Erfolgreiche Formbildungen erkennt man nicht nur an ihrem häufigen Gebrauch, sondern auch daran, dass man im Verhältnis zur Häufigkeit ihres Gebrauchs nicht die selbe Häufigkeit ihrer Haltbarkeitsprüfung findet. Daraus ergibt sich ein semantischer Abschleifungsprozess: aus der Häufigkeit einer Form ergibt sich eine verstärkte Plausibilität, die dadurch fraglich wird, dass sie in verschiedenen Kontexten ungeprüft Eingang findet und ob ihrer inflationären Verbreitung an die Grenzen einer beliebigen Verwendbarkeit stößt. Spätestens, wenn man den Eindruck gewinnt, dass das singuläre Original der massenhaften Nachahmung immer ähnlicher wird, scheint sich wieder das Nachdenken darüber zu lohnen, was mit dem, wovon alle Gebrauch machen, eigentlich noch gemeint sein kann.

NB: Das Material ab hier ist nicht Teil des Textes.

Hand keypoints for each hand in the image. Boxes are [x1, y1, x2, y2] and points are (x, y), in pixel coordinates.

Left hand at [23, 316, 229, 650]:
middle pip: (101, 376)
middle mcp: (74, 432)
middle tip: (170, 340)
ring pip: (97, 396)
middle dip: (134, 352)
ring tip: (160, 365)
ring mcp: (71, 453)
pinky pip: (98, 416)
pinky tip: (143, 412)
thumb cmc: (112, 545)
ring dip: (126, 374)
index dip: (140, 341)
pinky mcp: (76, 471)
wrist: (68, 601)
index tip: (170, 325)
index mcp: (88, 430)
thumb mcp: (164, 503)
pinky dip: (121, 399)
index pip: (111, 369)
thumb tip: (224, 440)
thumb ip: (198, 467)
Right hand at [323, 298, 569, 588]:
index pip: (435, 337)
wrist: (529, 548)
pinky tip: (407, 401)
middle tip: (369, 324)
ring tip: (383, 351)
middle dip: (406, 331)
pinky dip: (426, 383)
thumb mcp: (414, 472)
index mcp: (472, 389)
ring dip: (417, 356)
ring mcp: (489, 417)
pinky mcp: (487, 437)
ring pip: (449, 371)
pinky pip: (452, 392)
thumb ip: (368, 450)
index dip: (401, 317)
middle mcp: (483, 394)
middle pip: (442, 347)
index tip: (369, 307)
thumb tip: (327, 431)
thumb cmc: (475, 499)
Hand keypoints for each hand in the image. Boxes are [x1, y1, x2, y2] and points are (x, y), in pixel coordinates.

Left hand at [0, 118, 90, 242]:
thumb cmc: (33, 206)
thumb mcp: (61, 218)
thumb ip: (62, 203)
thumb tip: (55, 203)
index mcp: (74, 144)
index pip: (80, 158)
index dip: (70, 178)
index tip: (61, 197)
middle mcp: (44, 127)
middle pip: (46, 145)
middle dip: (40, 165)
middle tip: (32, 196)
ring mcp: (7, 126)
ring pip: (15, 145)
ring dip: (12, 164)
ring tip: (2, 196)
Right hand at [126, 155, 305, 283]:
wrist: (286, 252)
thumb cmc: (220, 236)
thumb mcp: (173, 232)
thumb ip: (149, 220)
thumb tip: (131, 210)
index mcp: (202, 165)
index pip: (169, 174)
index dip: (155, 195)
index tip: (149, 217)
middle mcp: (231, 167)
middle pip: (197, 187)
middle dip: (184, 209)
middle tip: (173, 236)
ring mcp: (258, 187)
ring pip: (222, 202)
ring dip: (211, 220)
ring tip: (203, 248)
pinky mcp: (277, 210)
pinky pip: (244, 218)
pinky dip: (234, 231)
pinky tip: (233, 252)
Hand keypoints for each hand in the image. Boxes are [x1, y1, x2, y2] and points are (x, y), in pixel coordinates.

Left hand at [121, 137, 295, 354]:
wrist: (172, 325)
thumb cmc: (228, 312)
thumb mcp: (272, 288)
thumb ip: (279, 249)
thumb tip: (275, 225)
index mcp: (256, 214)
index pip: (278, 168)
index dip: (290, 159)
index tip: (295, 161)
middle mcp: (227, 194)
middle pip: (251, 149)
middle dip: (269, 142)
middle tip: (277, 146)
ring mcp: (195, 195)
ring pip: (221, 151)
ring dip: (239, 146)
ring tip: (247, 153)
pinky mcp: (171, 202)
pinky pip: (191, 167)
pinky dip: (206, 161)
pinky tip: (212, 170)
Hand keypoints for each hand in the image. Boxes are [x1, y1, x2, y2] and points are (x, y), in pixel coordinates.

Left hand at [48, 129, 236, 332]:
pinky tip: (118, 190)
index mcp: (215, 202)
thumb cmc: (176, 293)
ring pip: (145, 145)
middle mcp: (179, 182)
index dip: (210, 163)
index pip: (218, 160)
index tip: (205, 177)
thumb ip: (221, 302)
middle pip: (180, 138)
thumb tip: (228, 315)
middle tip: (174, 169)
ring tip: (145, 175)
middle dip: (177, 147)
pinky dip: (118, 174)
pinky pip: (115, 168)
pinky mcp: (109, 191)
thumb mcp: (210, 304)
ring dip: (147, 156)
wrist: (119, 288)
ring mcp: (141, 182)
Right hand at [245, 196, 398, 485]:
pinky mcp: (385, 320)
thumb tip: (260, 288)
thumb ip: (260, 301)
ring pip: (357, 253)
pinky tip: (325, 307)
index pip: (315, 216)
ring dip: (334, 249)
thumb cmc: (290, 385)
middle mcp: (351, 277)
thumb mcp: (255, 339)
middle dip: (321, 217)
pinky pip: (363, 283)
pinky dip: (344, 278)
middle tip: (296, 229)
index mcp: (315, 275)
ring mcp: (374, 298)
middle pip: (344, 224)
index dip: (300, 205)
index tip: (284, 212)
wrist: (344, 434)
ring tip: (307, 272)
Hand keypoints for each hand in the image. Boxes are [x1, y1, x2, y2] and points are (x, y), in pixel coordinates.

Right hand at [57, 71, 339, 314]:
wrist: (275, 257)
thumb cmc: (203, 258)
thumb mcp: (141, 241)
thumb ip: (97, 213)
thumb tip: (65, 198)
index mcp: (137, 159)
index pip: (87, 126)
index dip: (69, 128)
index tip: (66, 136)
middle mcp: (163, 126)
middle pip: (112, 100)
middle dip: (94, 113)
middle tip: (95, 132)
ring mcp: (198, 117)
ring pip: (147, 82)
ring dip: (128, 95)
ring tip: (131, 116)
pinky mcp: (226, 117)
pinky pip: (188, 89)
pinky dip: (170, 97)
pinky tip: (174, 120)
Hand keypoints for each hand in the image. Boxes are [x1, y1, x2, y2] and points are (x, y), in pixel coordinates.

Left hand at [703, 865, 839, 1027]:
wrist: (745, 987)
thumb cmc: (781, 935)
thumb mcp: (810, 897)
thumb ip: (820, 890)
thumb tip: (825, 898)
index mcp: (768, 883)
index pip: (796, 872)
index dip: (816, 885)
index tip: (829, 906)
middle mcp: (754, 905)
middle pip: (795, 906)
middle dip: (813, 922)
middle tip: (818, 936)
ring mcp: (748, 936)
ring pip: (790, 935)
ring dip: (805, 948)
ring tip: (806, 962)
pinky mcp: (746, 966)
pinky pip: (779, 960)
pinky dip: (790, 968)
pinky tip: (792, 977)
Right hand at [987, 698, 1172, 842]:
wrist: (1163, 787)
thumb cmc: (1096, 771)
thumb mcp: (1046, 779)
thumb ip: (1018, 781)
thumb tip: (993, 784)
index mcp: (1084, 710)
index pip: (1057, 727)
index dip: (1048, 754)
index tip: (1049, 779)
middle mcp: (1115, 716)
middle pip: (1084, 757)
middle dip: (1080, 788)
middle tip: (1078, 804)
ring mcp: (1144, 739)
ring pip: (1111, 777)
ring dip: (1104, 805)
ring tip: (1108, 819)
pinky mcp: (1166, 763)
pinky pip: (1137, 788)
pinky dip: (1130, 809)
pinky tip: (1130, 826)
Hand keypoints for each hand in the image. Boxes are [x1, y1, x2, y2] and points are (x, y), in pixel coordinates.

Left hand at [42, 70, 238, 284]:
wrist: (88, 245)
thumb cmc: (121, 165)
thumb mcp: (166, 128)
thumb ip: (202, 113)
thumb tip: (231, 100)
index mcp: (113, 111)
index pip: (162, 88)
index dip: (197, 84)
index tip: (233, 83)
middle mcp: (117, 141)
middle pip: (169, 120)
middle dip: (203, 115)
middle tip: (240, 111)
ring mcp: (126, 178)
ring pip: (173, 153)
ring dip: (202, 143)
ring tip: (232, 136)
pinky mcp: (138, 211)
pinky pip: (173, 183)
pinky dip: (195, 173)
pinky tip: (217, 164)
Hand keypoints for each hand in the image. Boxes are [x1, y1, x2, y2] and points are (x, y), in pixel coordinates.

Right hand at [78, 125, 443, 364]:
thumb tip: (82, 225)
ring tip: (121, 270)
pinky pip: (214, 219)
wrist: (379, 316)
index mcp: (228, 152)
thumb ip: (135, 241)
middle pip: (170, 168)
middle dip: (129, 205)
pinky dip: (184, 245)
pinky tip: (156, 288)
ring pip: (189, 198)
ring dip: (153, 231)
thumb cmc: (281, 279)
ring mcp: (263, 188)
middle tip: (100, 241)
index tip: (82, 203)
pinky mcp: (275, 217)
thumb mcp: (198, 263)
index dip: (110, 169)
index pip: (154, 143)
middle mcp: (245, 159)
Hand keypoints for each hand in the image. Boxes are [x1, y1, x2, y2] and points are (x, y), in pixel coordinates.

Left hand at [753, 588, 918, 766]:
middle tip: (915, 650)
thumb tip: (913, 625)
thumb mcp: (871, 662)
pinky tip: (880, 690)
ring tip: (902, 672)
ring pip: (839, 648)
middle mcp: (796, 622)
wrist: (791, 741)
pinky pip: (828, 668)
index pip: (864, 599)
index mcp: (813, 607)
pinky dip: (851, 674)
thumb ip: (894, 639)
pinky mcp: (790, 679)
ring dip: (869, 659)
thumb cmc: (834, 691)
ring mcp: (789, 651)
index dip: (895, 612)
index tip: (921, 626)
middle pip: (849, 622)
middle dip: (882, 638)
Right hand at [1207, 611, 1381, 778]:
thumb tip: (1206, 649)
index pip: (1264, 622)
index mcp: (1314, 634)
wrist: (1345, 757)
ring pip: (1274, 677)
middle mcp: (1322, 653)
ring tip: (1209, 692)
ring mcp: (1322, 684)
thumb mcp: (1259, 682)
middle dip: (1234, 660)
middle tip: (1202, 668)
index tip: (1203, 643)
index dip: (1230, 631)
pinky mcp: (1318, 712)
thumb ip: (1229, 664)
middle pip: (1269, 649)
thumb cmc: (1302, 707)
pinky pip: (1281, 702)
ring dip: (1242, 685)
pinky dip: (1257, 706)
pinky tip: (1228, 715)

Im Falle der Subjekt-Objekt-Unterscheidung wird man diese Beobachtung machen können.

Das Internet stellt ein ideales Medium der vergleichenden Kontextanalyse dar. Durch das Surfen kann man sehr schnell sehr verschiedene Kontexte aufrufen; und es wäre interessant, ob man Programme schreiben könnte, mit denen man die Auswertung der Inhalte per Softwareunterstützung beschleunigen könnte. Aber eine auch schon weniger gründliche Analyse macht deutlich, wie wenig Klarheit man gewinnt, wenn man danach fragt, was unter „Subjekt“, „Subjektivität“ und „subjektiv“ noch einigermaßen kohärent in Erscheinung tritt. Da man mit einer philologischen Methode diese Komplexität nicht mehr kritisch analysieren kann, muss es reichen, es bei einer Betrachtung von Kontingenz zu belassen.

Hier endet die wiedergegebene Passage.